Tumbleweeds Passed By
Copyright
By
Richard A. McCullough
All rights reserved
There was a time when I laid on park benches in Detroit, LA, Boston, San Francisco, through the seasons, and it was grand, riding trains, taking my relief out the sliding doors of boxcars into the passing country. Your own private highway made of twin steel ribbons. You didn't have to pay taxes or check your mail. There was only the rhythm of the rails and the smell of packing straw.
"Sam, look at that day, will ya?"
"Yeah, it's a fine one, ain't it?" He rose from the corner and stepped unsteadily into the angle of light let through the doorway where I stood. He was forty, had been a laborer of different sorts, shifted freight on the New York docks, counted cattle into boxcars, but that was in his youth, before he had set his feet to quest the origin, his origin of it all. Now here he was, rubbing squinted eyes against the breaking day that splashed its face against the hills of Nevada and crept, its light unguarded, across the vast expanse of desert where we rode.
We had watched many a day begin as this one, with the light first in the mountains, had watched from hobo camp or early morning park as the rays turned from their indifferent gray, heating the tips of the peaks to a crimson fire.
"Woo oo, woo oo." The engineer signaled into the fading darkness and we shivered stiffly together in the door of a boxcar moving north by northwest, watching as the sun came, with rimy red eyes, feeling this day begin.
Sam knew a place in Windover, Nevada where he was getting off. I was riding on to San Francisco and beyond. At the next stop we would go our separate ways. We stood together but huddled into ourselves saying nothing as the engineer howled his horn again and began slowing the long procession of clanking wheels to a siding outside of town.
As the thudding of the wheels eased to match the beating of our hearts we each stared intently into our own vastness. And felt our tongues working the corners of words that stuck to the roofs of our mouths.
Sam finally turned and we clumsily griped hands and looked into each other's eyes. We stood that way for a long moment while the empty desert took shape outside our doorway.
Then Sam pulled away and left my empty hand and jumped. He landed with a practiced roll, stood and dusted his pants, recovered his bedroll from a bush and hung his hand in the air in a motionless farewell.

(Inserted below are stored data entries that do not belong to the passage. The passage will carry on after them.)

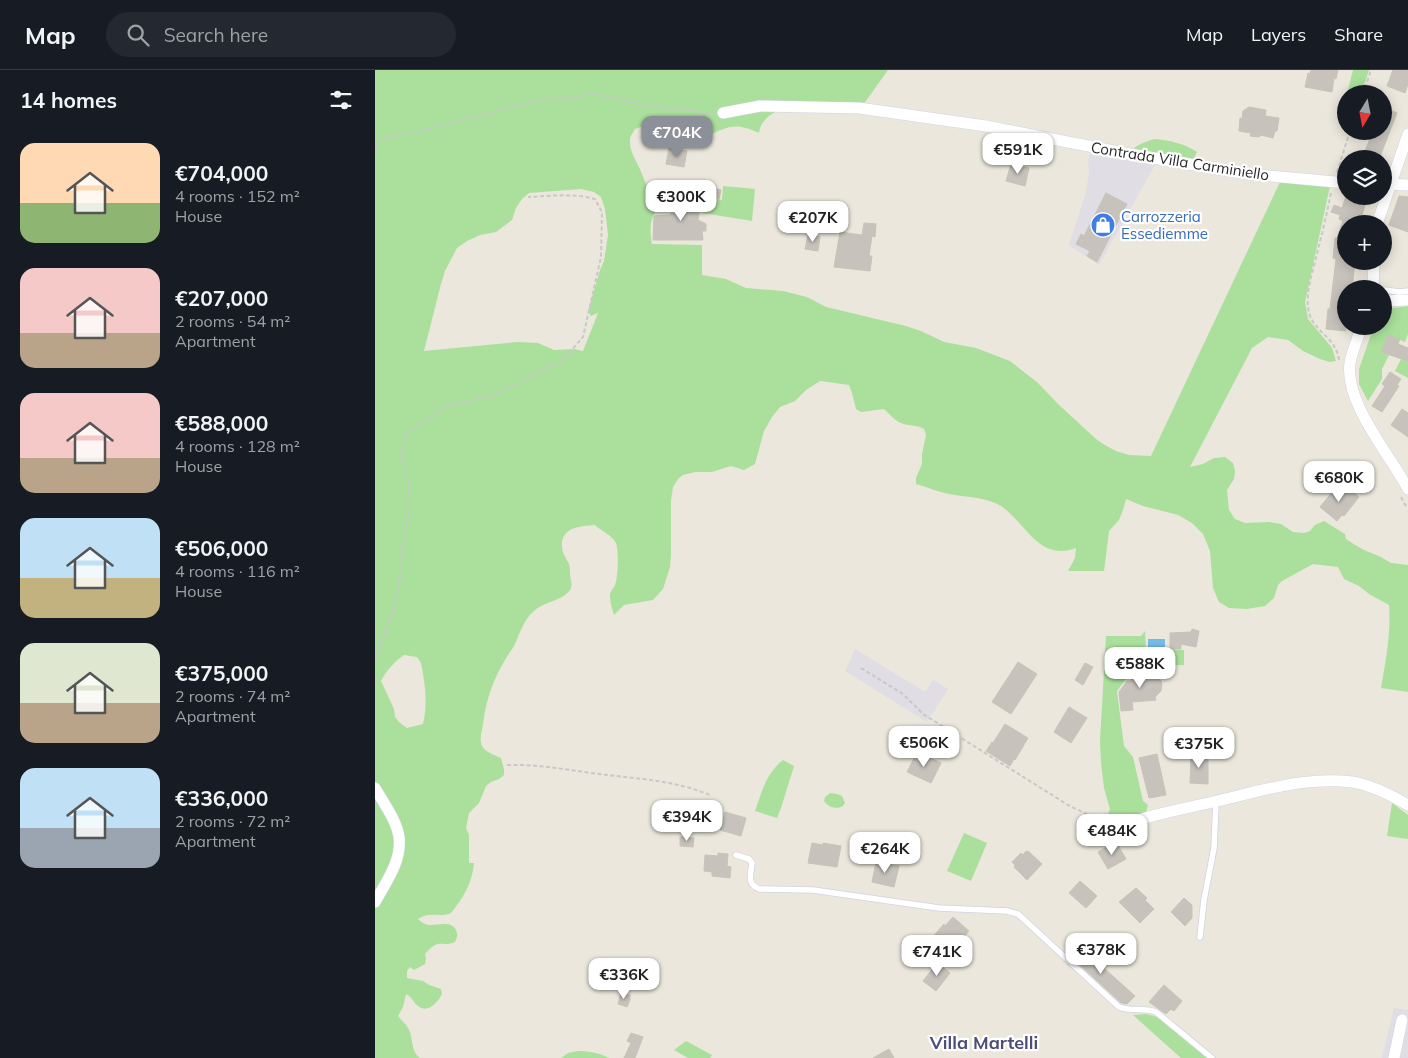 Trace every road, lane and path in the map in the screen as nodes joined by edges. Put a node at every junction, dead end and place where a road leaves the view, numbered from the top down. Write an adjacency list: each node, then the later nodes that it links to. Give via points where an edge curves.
1 (1371, 70): 2 (path)
2 (1366, 85)
3 (723, 114): 6 (path, via 647,106 598,94 534,100 426,130 379,139); 8 (street, Contrada Villa Carminiello, via 760,106 859,108 986,126 1248,174)
4 (1408, 134): 7 (street)
5 (1348, 140): 8 (path)
6 (375, 154)
7 (1392, 172)
8 (1333, 183): 9 (street, Contrada Villa Carminiello)
9 (1337, 183)
10 (1392, 184): 11 (street)
11 (1408, 185)
12 (528, 198): 19 (path, via 587,197 595,199 602,212 601,257 583,337 563,360 494,395 447,406 406,434 402,458 408,481 409,514 393,612)
13 (1392, 291): 14 (lane)
14 (1408, 291)
15 (1408, 300): 16 (street)
16 (1392, 301)
17 (1359, 335): 18 (street, via 1350,362 1350,384 1358,407)
18 (1408, 489)
19 (375, 660)
20 (861, 668): 26 (path, via 903,694 923,714 1069,806)
21 (507, 765): 23 (path, via 544,766 653,780 681,785)
22 (375, 788): 28 (street, via 392,818 399,836 399,849 394,868)
23 (712, 796)
24 (1216, 802): 25 (street, via 1304,782 1335,781 1362,784); 26 (street); 29 (lane, via 1214,848)
25 (1408, 805)
26 (1109, 826)
27 (736, 854): 31 (lane, via 752,863 751,884 755,888 813,890 939,908 1018,914 1119,1007 1157,1012)
28 (375, 902)
29 (1201, 937)
30 (1402, 1020): 32 (street)
31 (1212, 1058)
32 (1394, 1058) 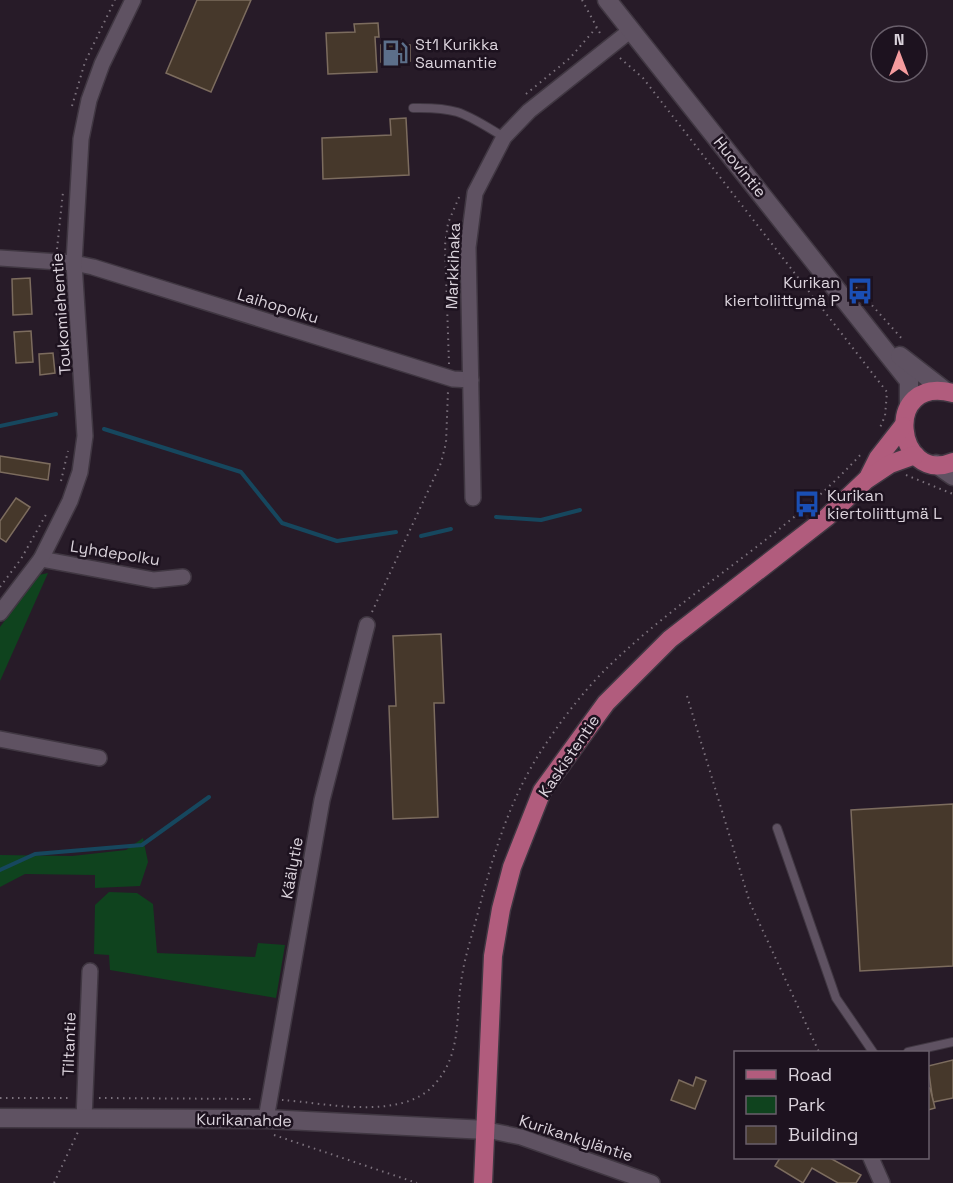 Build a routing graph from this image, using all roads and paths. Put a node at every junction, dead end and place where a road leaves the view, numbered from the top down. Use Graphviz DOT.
graph roads {
  1 [pos="132,0"];
  2 [pos="582,0"];
  3 [pos="607,0"];
  4 [pos="631,30"];
  5 [pos="609,45"];
  6 [pos="413,108"];
  7 [pos="504,137"];
  8 [pos="0,258"];
  9 [pos="74,263"];
  10 [pos="873,334"];
  11 [pos="471,380"];
  12 [pos="949,392"];
  13 [pos="909,405"];
  14 [pos="903,426"];
  15 [pos="883,452"];
  16 [pos="915,455"];
  17 [pos="945,463"];
  18 [pos="953,476"];
  19 [pos="953,494"];
  20 [pos="473,498"];
  21 [pos="41,559"];
  22 [pos="183,577"];
  23 [pos="0,613"];
  24 [pos="367,626"];
  25 [pos="687,696"];
  26 [pos="0,739"];
  27 [pos="99,758"];
  28 [pos="777,828"];
  29 [pos="90,971"];
  30 [pos="953,1042"];
  31 [pos="818,1051"];
  32 [pos="872,1051"];
  33 [pos="916,1051"];
  34 [pos="0,1098"];
  35 [pos="85,1098"];
  36 [pos="246,1099"];
  37 [pos="270,1100"];
  38 [pos="0,1118"];
  39 [pos="84,1119"];
  40 [pos="245,1119"];
  41 [pos="267,1126"];
  42 [pos="487,1130"];
  43 [pos="871,1159"];
  44 [pos="54,1183"];
  45 [pos="417,1183"];
  46 [pos="483,1183"];
  47 [pos="652,1183"];
  48 [pos="882,1183"];
  1 -- 9 [label="street, Toukomiehentie"];
  2 -- 5 [label="path"];
  3 -- 4 [label="main road, Huovintie"];
  4 -- 5 [label="street, Markkihaka"];
  4 -- 10 [label="main road, Huovintie"];
  5 -- 7 [label="street, Markkihaka"];
  5 -- 15 [label="path"];
  6 -- 7 [label="lane"];
  7 -- 11 [label="street, Markkihaka"];
  8 -- 9 [label="street, Laihopolku"];
  9 -- 11 [label="street, Laihopolku"];
  9 -- 21 [label="street, Toukomiehentie"];
  10 -- 12 [label="main road, Huovintie"];
  10 -- 13 [label="main road, Huovintie"];
  11 -- 20 [label="street, Markkihaka"];
  12 -- 13 [label="main road"];
  13 -- 14 [label="main road"];
  14 -- 15 [label="main road, Kaskistentie"];
  14 -- 16 [label="main road"];
  15 -- 16 [label="main road, Kaskistentie"];
  15 -- 19 [label="path"];
  15 -- 37 [label="path"];
  15 -- 42 [label="main road, Kaskistentie"];
  16 -- 17 [label="main road"];
  17 -- 18 [label="main road"];
  21 -- 22 [label="street, Lyhdepolku"];
  21 -- 23 [label="street, Toukomiehentie"];
  24 -- 37 [label="street, Käälytie"];
  25 -- 31 [label="path"];
  26 -- 27 [label="street"];
  28 -- 32 [label="lane"];
  29 -- 35 [label="street, Tiltantie"];
  30 -- 33 [label="lane"];
  34 -- 35 [label="path"];
  35 -- 36 [label="path"];
  35 -- 39 [label="street, Tiltantie"];
  36 -- 37 [label="path"];
  36 -- 40 [label="path"];
  37 -- 41 [label="street, Käälytie"];
  38 -- 39 [label="main road, Kurikanahde"];
  39 -- 40 [label="main road, Kurikanahde"];
  39 -- 44 [label="path"];
  40 -- 41 [label="main road, Kurikanahde"];
  41 -- 42 [label="main road, Kurikanahde"];
  41 -- 45 [label="path"];
  42 -- 46 [label="main road, Kaskistentie"];
  42 -- 47 [label="street, Kurikankyläntie"];
  43 -- 48 [label="street"];
}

My own hand hung too in the chilly air until he faded out of sight, words still clogging the back of my throat.
That was the last I saw of Sam, otherwise known as Samuel Blake.
I don't know how long we waited on that siding. The bull checked my boxcar once, rapping his stick against the latch and paused to listen before continuing his rounds. I lay almost sleeping between two crates, hidden from the doorway in case some other bindle stiff* should enter. "In this world," Sam was fond of saying, "every man is your enemy. Never give 'em the advantage of surprise." Sam was well educated, although you would never guess from his ragged clothes. His pants had been patched many times, and many times left un-patched. What he was running from he never said and I never asked, although I could not help but feel that in his leaving, his leap from this moving train, that he was returning.

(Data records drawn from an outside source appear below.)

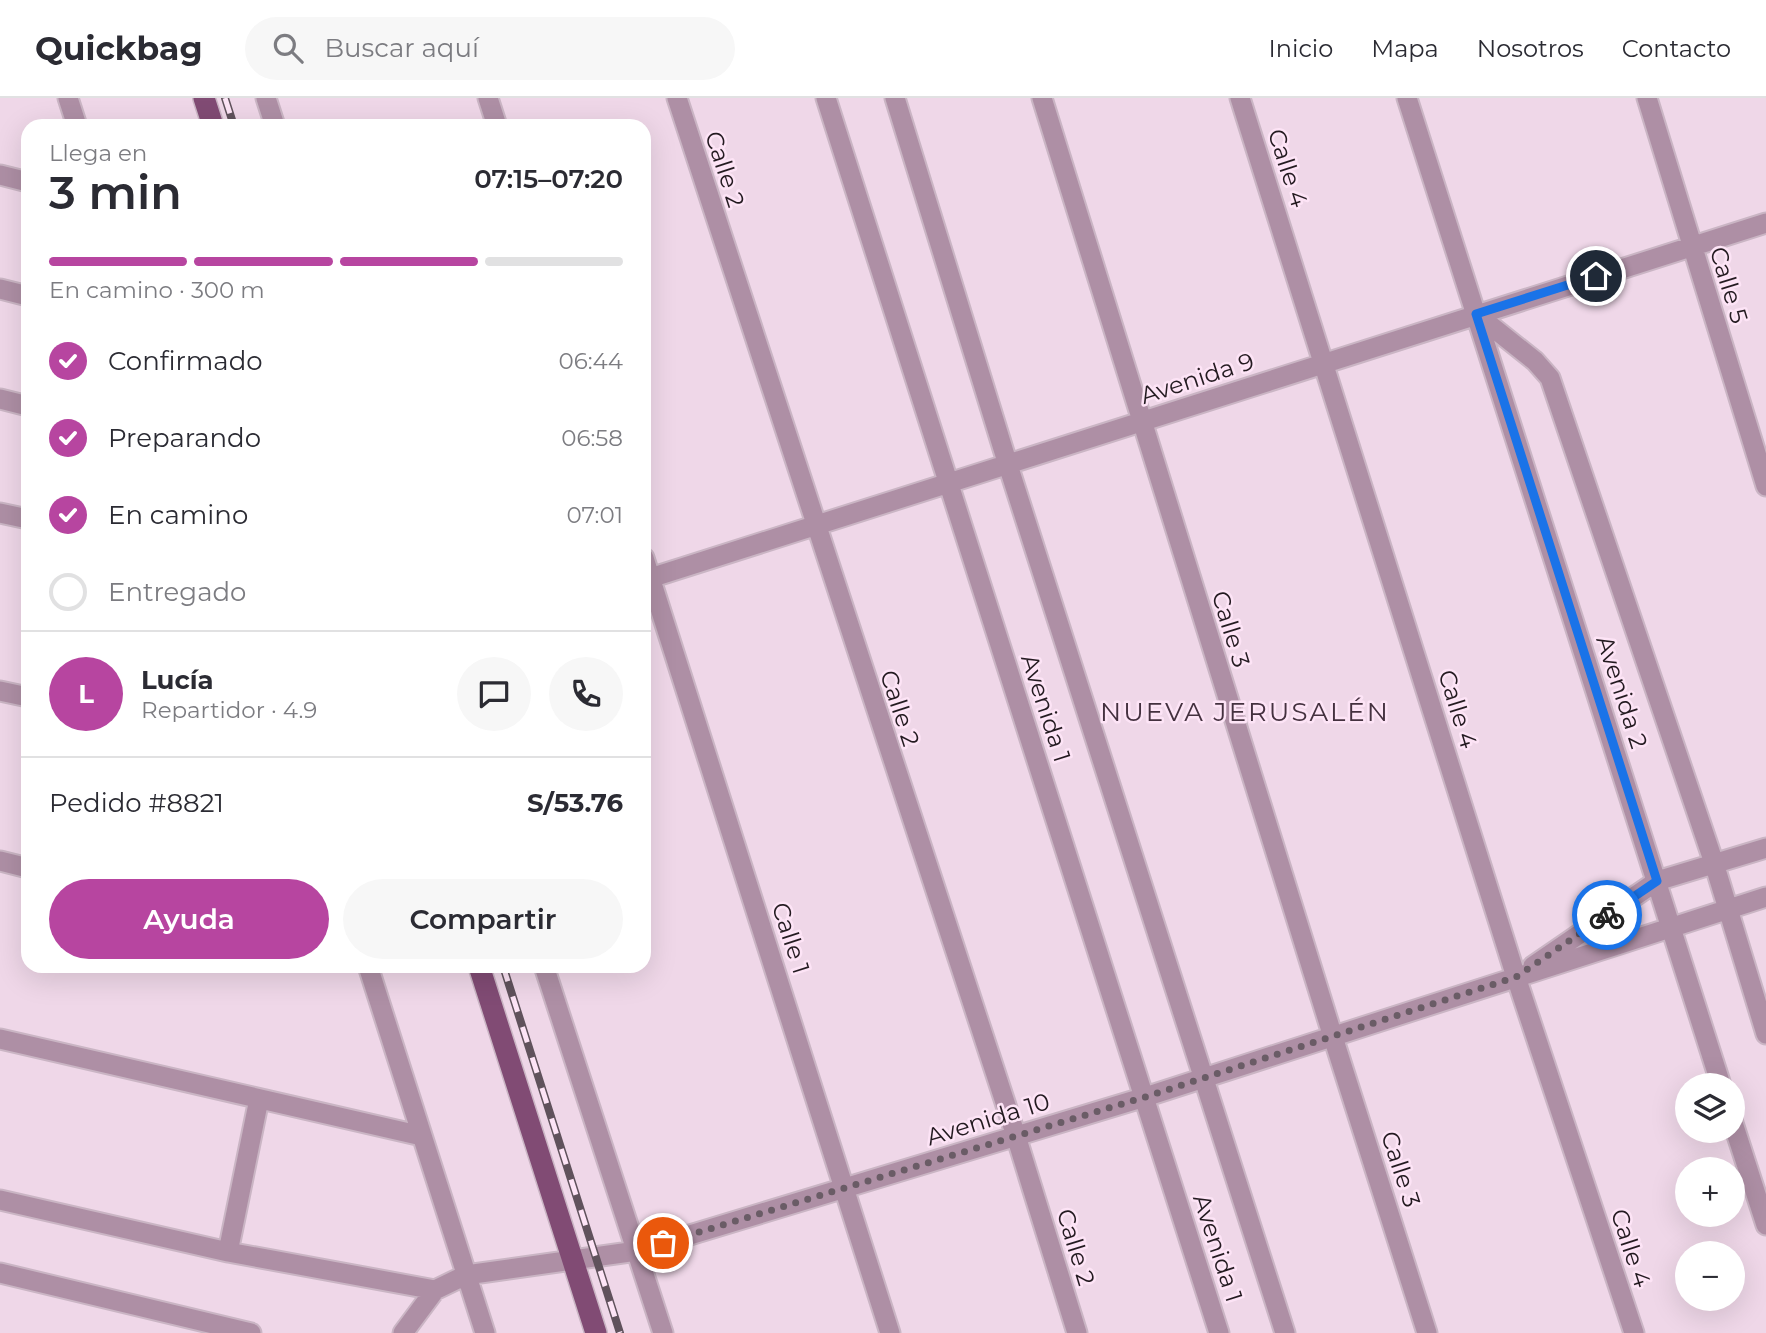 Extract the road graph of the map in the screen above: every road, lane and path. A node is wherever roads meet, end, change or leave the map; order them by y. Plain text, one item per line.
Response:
1 (68, 98) edge
2 (204, 98) edge
3 (267, 98) edge
4 (488, 98) edge
5 (677, 98) edge
6 (826, 98) edge
7 (895, 98) edge
8 (1042, 98) edge
9 (1240, 98) edge
10 (1407, 98) edge
11 (1647, 98) edge
12 (75, 119) edge
13 (211, 119) edge
14 (273, 119) edge
15 (495, 119) edge
16 (0, 176) edge
17 (21, 180) edge
18 (1766, 223) edge
19 (1692, 246) junction
20 (0, 289) edge
21 (21, 294) edge
22 (1476, 314) junction
23 (1324, 363) junction
24 (0, 399) edge
25 (21, 404) edge
26 (1141, 422) junction
27 (1008, 465) junction
28 (948, 484) junction
29 (1766, 486) edge
30 (0, 513) edge
31 (21, 518) edge
32 (815, 526) junction
33 (651, 578) edge
34 (651, 591) edge
35 (0, 691) edge
36 (21, 696) edge
37 (1766, 848) edge
38 (0, 861) edge
39 (1714, 863) junction
40 (21, 866) edge
41 (1657, 881) junction
42 (1766, 897) edge
43 (1728, 909) junction
44 (1672, 928) junction
45 (371, 973) edge
46 (481, 973) edge
47 (546, 973) edge
48 (1516, 977) junction
49 (1766, 1034) edge
50 (1333, 1037) junction
51 (0, 1039) edge
52 (1717, 1073) edge
53 (1203, 1079) junction
54 (1145, 1097) junction
55 (259, 1098) junction
56 (422, 1136) junction
57 (1016, 1136) junction
58 (1739, 1143) edge
59 (844, 1188) junction
60 (0, 1200) edge
61 (1766, 1225) edge
62 (637, 1251) junction
63 (228, 1252) junction
64 (573, 1260) junction
65 (0, 1273) edge
66 (466, 1275) junction
67 (435, 1290) junction
68 (203, 1328) edge
69 (251, 1333) edge
70 (403, 1333) edge
71 (485, 1333) edge
72 (596, 1333) edge
73 (663, 1333) edge
74 (890, 1333) edge
75 (1077, 1333) edge
76 (1219, 1333) edge
77 (1285, 1333) edge
78 (1427, 1333) edge
79 (1634, 1333) edge

1 - 12 street
2 - 13 main road
3 - 14 street
4 - 15 street
5 - 32 street, Calle 2
6 - 28 street, Avenida 1
7 - 27 street, Avenida 1
8 - 26 street, Calle 3
9 - 23 street, Calle 4
10 - 22 street, Avenida 2
11 - 19 street, Calle 5
16 - 17 street
18 - 19 street, Avenida 9
19 - 22 street, Avenida 9
19 - 29 street, Calle 5
20 - 21 street
22 - 23 street, Avenida 9
22 - 39 street, Avenida 2
22 - 41 street, Avenida 2
23 - 26 street, Avenida 9
23 - 48 street, Calle 4
24 - 25 street
26 - 27 street, Avenida 9
26 - 50 street, Calle 3
27 - 28 street, Avenida 9
27 - 53 street, Avenida 1
28 - 32 street, Avenida 9
28 - 54 street, Avenida 1
30 - 31 street
32 - 33 street, Avenida 9
32 - 57 street, Calle 2
34 - 59 street, Calle 1
35 - 36 street
37 - 39 street, Avenida 10
38 - 40 street
39 - 41 street, Avenida 10
39 - 43 street, Avenida 2
41 - 44 street, Avenida 2
41 - 48 street, Avenida 10
42 - 43 street, Avenida 10
43 - 44 street, Avenida 10
43 - 49 street, Avenida 2
44 - 48 street, Avenida 10
44 - 52 street, Avenida 2
45 - 56 street
46 - 64 main road
47 - 62 street
48 - 50 street, Avenida 10
48 - 79 street, Calle 4
50 - 53 street, Avenida 10
50 - 78 street, Calle 3
51 - 55 street
53 - 54 street, Avenida 10
53 - 77 street, Avenida 1
54 - 57 street, Avenida 10
54 - 76 street, Avenida 1
55 - 56 street
55 - 63 street
56 - 66 street
57 - 59 street, Avenida 10
57 - 75 street, Calle 2
58 - 61 street
59 - 62 street, Avenida 10
59 - 74 street, Calle 1
60 - 63 street
62 - 64 street, Avenida 10
62 - 73 street
63 - 67 street
64 - 66 street, Avenida 10
64 - 72 main road
65 - 68 street
66 - 67 street, Avenida 10
66 - 71 street
67 - 70 street
68 - 69 street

He was always quiet about himself, except that one night in hobo camp when he told me about the star.
We had built our stew fire off from the others in a small glade of trees near a tiny stream and had lain back to let it simmer. The number ten can was filled with blades of grass and a frog we had caught and skinned that evening and cut in chunks. It smelled inviting in the clear air. We lay with our feet stretched to the fire, drying our toes, our shoes off, our socks on a stick, and we stretched our legs and felt warm and suddenly relaxed and forgetful.
"Rich," he said, "did you see that shooting star?"
I nodded my head, but it wasn't necessary.
"I had a dream about a star once," he said. His eyes fixed into the prickling expanse of a moonless sky. "I had a dream, that a star fell on a corn field. I was this . . . scarecrow, and I ran and ran to catch it, but the corn kept getting in the way, but I kept trying. Finally I fell down, and suddenly gave up. I lay there for a long, long time. I was so tired I couldn't bring myself to move. As I lay there I kept thinking of that star and consoling myself - that I had tried. I HAD tried. Then suddenly it was light - but the stars were still shining and I rolled over on my face in the corn stalks and there was my star, right in front of me. All I had to do was reach out and stick my hands into its blinding light. All I had to do. . ." His voice trailed off, giving over to the soft bubble of frog legs and the breathing of the trees.
And now he was reaching out, jumping out into the sand - the dust of his star. I wished him all and left him, even in my thoughts.
The train was moving again, and I woke from my half-sleep to slide the door back and stand in the full light of spring - as tumbleweeds passed by.
THE END
bindle stiff n, slang : a transient usually carrying a bundle (as of clothing or bedding): as a: a migratory worker b : tramp, hobo.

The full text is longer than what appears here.